Exercise objective. The required lines are those that contain "Circle"; pull them out of the data and copy them.

*** Given records Section Begins ***

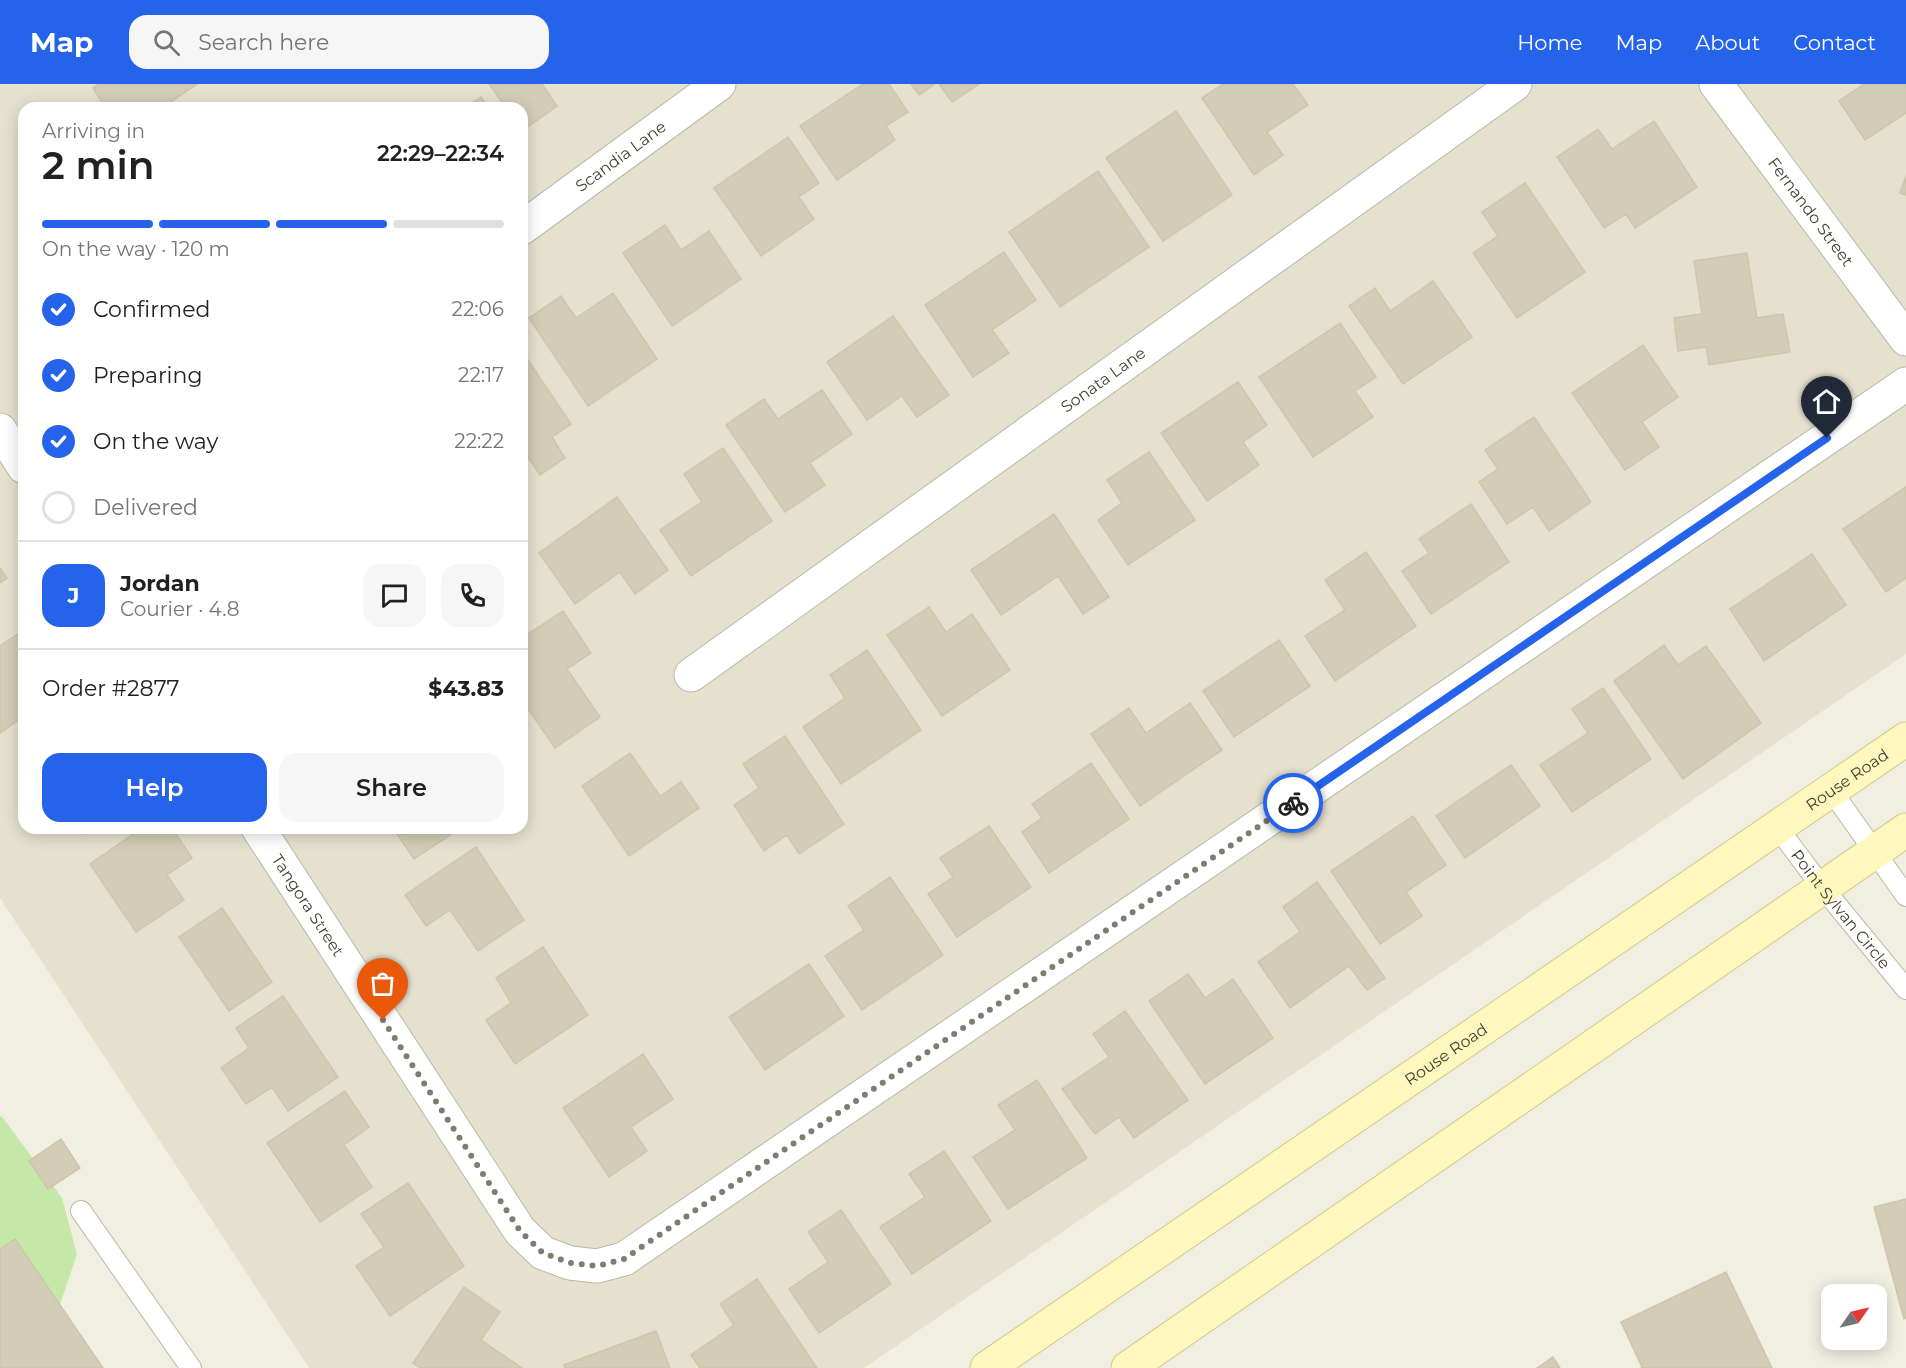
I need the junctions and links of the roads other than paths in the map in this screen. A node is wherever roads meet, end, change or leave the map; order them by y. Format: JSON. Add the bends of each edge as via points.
{"nodes":[{"id":1,"x":719,"y":84,"type":"edge"},
{"id":2,"x":1515,"y":84,"type":"edge"},
{"id":3,"x":1716,"y":84,"type":"edge"},
{"id":4,"x":528,"y":224,"type":"edge"},
{"id":5,"x":1906,"y":339,"type":"edge"},
{"id":6,"x":1906,"y":384,"type":"edge"},
{"id":7,"x":0,"y":430,"type":"edge"},
{"id":8,"x":18,"y":458,"type":"edge"},
{"id":9,"x":691,"y":675,"type":"dead end"},
{"id":10,"x":1906,"y":739,"type":"edge"},
{"id":11,"x":1831,"y":790,"type":"junction"},
{"id":12,"x":1777,"y":827,"type":"junction"},
{"id":13,"x":1906,"y":830,"type":"edge"},
{"id":14,"x":262,"y":834,"type":"edge"},
{"id":15,"x":1876,"y":851,"type":"junction"},
{"id":16,"x":1822,"y":887,"type":"junction"},
{"id":17,"x":1906,"y":896,"type":"edge"},
{"id":18,"x":1906,"y":989,"type":"edge"},
{"id":19,"x":81,"y":1211,"type":"dead end"},
{"id":20,"x":191,"y":1368,"type":"edge"},
{"id":21,"x":987,"y":1368,"type":"edge"},
{"id":22,"x":1128,"y":1368,"type":"edge"}],
"edges":[{"from":1,"to":4,"type":"street","name":"Scandia Lane"},
{"from":2,"to":9,"type":"street","name":"Sonata Lane"},
{"from":3,"to":5,"type":"street","name":"Fernando Street"},
{"from":6,"to":14,"type":"street","name":"Tangora Street","via":[[624,1259],[597,1266],[570,1263],[543,1253],[520,1231]]},
{"from":7,"to":8,"type":"street"},
{"from":10,"to":11,"type":"street","name":"Rouse Road"},
{"from":11,"to":12,"type":"street","name":"Rouse Road"},
{"from":11,"to":15,"type":"lane"},
{"from":12,"to":16,"type":"lane","name":"Point Sylvan Circle"},
{"from":12,"to":21,"type":"street","name":"Rouse Road"},
{"from":13,"to":15,"type":"street"},
{"from":15,"to":16,"type":"street"},
{"from":15,"to":17,"type":"lane"},
{"from":16,"to":18,"type":"lane","name":"Point Sylvan Circle"},
{"from":16,"to":22,"type":"street"},
{"from":19,"to":20,"type":"lane"}]}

*** Given records Section Ends ***

Task output.
{"from":12,"to":16,"type":"lane","name":"Point Sylvan Circle"},
{"from":16,"to":18,"type":"lane","name":"Point Sylvan Circle"},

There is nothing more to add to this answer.